WORK INSTRUCTIONS
Copy out all lines bearing the word "then" from the listing below.

::::

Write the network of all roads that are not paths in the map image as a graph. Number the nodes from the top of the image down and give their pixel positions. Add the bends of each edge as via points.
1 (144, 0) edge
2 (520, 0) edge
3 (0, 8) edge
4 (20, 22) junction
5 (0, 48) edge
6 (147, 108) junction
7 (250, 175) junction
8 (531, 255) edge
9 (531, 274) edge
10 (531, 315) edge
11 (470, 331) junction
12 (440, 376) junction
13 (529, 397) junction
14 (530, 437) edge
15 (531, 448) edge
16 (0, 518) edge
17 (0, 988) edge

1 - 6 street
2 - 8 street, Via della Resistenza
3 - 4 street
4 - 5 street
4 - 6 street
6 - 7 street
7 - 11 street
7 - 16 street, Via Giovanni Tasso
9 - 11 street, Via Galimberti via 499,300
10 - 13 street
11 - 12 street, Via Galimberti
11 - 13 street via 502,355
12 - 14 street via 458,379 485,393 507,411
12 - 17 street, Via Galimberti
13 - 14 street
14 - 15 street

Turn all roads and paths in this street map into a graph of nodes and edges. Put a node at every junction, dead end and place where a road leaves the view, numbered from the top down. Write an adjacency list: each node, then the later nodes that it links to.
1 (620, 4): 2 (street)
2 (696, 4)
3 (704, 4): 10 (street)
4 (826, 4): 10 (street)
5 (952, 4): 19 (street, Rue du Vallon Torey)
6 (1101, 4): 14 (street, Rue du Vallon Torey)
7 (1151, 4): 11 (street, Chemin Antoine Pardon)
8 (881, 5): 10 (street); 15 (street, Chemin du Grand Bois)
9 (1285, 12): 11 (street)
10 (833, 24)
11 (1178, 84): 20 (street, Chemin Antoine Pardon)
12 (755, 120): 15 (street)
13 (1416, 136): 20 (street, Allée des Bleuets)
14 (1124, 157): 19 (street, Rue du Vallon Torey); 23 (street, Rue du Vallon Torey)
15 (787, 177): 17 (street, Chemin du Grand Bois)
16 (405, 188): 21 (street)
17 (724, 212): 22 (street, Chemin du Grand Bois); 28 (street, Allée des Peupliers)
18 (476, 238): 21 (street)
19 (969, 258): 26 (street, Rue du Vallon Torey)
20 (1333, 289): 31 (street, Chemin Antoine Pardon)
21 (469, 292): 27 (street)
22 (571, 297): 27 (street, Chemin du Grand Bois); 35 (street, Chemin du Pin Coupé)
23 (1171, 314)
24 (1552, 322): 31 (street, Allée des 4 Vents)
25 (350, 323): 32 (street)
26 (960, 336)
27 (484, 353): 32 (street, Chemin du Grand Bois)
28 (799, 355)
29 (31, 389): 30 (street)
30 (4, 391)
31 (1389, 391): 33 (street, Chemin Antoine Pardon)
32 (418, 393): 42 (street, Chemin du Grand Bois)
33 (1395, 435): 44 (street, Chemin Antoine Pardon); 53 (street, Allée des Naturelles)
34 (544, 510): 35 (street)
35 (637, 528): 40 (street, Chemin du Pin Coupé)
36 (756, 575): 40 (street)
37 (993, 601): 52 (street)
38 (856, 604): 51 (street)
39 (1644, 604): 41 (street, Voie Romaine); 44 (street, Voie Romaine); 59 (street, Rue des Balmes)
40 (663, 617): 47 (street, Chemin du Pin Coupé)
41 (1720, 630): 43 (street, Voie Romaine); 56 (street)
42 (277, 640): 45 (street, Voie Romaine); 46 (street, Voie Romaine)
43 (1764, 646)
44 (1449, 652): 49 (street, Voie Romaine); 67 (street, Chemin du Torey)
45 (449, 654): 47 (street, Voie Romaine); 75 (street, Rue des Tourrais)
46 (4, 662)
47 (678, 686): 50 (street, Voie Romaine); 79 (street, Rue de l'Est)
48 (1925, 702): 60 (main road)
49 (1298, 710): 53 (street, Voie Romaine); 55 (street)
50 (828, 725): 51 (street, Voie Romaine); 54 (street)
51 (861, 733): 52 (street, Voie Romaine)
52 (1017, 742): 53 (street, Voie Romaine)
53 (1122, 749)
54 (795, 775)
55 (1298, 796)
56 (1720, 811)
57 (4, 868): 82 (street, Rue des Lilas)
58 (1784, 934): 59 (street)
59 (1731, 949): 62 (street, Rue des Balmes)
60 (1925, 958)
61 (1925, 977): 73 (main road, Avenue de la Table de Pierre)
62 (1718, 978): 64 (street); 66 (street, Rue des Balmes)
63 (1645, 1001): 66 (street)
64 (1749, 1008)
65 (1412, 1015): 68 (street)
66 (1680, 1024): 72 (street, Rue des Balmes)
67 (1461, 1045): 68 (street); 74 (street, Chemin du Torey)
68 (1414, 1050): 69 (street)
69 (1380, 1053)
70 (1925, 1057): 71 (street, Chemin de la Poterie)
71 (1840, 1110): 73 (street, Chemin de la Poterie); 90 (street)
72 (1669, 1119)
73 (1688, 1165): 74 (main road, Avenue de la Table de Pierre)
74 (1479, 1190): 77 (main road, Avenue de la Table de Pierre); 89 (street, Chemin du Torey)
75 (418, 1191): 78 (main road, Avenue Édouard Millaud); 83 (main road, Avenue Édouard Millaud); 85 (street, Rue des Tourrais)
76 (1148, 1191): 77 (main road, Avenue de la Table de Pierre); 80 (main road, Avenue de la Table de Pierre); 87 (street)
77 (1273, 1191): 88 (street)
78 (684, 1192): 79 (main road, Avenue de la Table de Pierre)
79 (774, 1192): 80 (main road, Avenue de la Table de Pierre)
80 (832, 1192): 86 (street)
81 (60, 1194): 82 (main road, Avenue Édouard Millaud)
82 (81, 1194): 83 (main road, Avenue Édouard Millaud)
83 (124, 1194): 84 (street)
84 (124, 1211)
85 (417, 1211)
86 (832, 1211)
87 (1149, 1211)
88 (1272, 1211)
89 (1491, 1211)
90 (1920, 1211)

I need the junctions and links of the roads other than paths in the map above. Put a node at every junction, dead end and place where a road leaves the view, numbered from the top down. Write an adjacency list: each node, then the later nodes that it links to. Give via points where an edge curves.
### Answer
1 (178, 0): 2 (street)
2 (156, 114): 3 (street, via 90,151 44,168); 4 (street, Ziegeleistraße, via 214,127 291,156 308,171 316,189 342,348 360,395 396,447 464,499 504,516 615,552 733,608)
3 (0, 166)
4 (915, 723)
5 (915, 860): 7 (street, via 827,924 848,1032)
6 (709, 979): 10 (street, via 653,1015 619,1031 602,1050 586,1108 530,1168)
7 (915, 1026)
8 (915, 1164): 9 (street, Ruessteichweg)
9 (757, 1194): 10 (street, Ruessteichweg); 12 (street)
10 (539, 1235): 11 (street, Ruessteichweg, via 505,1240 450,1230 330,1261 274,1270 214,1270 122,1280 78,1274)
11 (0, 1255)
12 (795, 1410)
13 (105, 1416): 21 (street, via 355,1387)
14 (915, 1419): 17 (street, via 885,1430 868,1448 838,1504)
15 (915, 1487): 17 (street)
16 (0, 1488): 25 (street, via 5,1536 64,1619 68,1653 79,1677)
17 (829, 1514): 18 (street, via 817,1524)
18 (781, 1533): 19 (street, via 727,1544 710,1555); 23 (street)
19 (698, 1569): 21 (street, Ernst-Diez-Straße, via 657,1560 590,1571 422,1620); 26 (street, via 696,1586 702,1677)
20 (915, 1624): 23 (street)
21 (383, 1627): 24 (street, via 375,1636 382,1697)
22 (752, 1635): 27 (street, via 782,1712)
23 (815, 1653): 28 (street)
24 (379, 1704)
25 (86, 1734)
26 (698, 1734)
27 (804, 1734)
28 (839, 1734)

::::

RESULT BELOW
Turn all roads and paths in this street map into a graph of nodes and edges. Put a node at every junction, dead end and place where a road leaves the view, numbered from the top down. Write an adjacency list: each node, then the later nodes that it links to.
I need the junctions and links of the roads other than paths in the map above. Put a node at every junction, dead end and place where a road leaves the view, numbered from the top down. Write an adjacency list: each node, then the later nodes that it links to. Give via points where an edge curves.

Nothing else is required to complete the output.